──────── Provided material ────────

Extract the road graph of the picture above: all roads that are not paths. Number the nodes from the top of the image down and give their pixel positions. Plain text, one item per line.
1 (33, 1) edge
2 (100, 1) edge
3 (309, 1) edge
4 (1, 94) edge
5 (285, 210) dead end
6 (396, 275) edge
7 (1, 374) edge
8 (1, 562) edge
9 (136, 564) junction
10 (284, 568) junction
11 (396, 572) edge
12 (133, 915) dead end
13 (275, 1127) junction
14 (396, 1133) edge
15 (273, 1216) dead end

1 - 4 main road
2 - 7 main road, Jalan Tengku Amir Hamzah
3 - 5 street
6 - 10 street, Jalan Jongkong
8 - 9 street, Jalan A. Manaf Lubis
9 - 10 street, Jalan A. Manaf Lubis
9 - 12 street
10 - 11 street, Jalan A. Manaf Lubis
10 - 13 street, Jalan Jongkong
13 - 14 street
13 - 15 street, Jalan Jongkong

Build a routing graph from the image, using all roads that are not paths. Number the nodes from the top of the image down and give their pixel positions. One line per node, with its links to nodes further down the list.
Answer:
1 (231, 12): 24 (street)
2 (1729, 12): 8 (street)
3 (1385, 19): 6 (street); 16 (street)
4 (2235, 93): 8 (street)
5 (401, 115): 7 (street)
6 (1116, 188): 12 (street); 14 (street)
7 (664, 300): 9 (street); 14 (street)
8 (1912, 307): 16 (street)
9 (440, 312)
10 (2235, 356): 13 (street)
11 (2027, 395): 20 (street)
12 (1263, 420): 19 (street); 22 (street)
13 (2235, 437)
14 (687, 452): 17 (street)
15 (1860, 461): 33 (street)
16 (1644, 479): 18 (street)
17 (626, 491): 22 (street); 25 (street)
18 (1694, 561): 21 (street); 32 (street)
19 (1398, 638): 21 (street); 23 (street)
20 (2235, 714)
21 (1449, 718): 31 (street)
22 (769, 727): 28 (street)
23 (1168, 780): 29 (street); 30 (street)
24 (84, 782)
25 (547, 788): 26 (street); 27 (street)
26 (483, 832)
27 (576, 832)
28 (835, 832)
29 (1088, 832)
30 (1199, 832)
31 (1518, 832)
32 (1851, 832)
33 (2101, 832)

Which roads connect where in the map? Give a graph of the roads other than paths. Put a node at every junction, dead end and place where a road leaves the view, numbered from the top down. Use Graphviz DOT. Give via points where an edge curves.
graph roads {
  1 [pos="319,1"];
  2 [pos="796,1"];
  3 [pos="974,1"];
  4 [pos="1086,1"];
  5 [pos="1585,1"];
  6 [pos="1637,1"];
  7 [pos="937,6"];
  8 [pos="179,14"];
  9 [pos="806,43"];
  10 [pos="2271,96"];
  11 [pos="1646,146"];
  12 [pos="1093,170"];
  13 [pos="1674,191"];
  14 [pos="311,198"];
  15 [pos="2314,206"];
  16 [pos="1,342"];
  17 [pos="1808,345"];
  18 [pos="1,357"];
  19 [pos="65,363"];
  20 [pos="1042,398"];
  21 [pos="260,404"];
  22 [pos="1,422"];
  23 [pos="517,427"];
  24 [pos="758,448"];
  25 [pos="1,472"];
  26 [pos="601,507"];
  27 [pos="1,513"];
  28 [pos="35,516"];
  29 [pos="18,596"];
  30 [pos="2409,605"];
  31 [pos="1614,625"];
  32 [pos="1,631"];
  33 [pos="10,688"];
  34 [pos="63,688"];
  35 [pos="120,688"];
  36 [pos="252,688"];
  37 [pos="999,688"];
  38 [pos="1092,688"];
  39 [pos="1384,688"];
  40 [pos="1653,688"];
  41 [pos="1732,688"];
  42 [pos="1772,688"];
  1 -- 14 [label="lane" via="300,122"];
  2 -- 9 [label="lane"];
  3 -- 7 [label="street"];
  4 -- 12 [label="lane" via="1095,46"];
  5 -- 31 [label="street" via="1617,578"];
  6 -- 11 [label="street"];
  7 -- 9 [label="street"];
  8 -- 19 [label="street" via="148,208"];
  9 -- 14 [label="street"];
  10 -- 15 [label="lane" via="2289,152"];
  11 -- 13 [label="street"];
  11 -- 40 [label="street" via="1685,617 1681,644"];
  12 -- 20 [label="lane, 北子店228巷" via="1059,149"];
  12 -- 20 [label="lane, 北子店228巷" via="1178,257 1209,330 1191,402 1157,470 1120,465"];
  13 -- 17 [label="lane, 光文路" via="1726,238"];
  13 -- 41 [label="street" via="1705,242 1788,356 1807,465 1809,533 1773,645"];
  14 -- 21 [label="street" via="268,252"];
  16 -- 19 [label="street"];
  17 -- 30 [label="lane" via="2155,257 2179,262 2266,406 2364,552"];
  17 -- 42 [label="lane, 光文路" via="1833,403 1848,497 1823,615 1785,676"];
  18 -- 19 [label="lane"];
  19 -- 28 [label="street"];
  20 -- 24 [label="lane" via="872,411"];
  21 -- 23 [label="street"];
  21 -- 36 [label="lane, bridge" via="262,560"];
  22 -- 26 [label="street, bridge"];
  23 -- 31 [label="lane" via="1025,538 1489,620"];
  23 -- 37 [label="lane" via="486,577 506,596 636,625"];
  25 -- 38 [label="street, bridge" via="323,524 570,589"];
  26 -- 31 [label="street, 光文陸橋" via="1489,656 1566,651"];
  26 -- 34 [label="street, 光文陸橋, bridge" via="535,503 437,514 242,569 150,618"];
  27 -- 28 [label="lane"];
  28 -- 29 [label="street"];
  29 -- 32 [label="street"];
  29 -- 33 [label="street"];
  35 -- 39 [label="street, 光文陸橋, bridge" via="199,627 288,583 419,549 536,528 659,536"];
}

────────

§ Assignment: Would you please copy each line of the listing that contains the word "graph"?

§ Answer to this task:
Extract the road graph of the picture above: all roads that are not paths. Number the nodes from the top of the image down and give their pixel positions. Plain text, one item per line.
Build a routing graph from the image, using all roads that are not paths. Number the nodes from the top of the image down and give their pixel positions. One line per node, with its links to nodes further down the list.
Which roads connect where in the map? Give a graph of the roads other than paths. Put a node at every junction, dead end and place where a road leaves the view, numbered from the top down. Use Graphviz DOT. Give via points where an edge curves.
graph roads {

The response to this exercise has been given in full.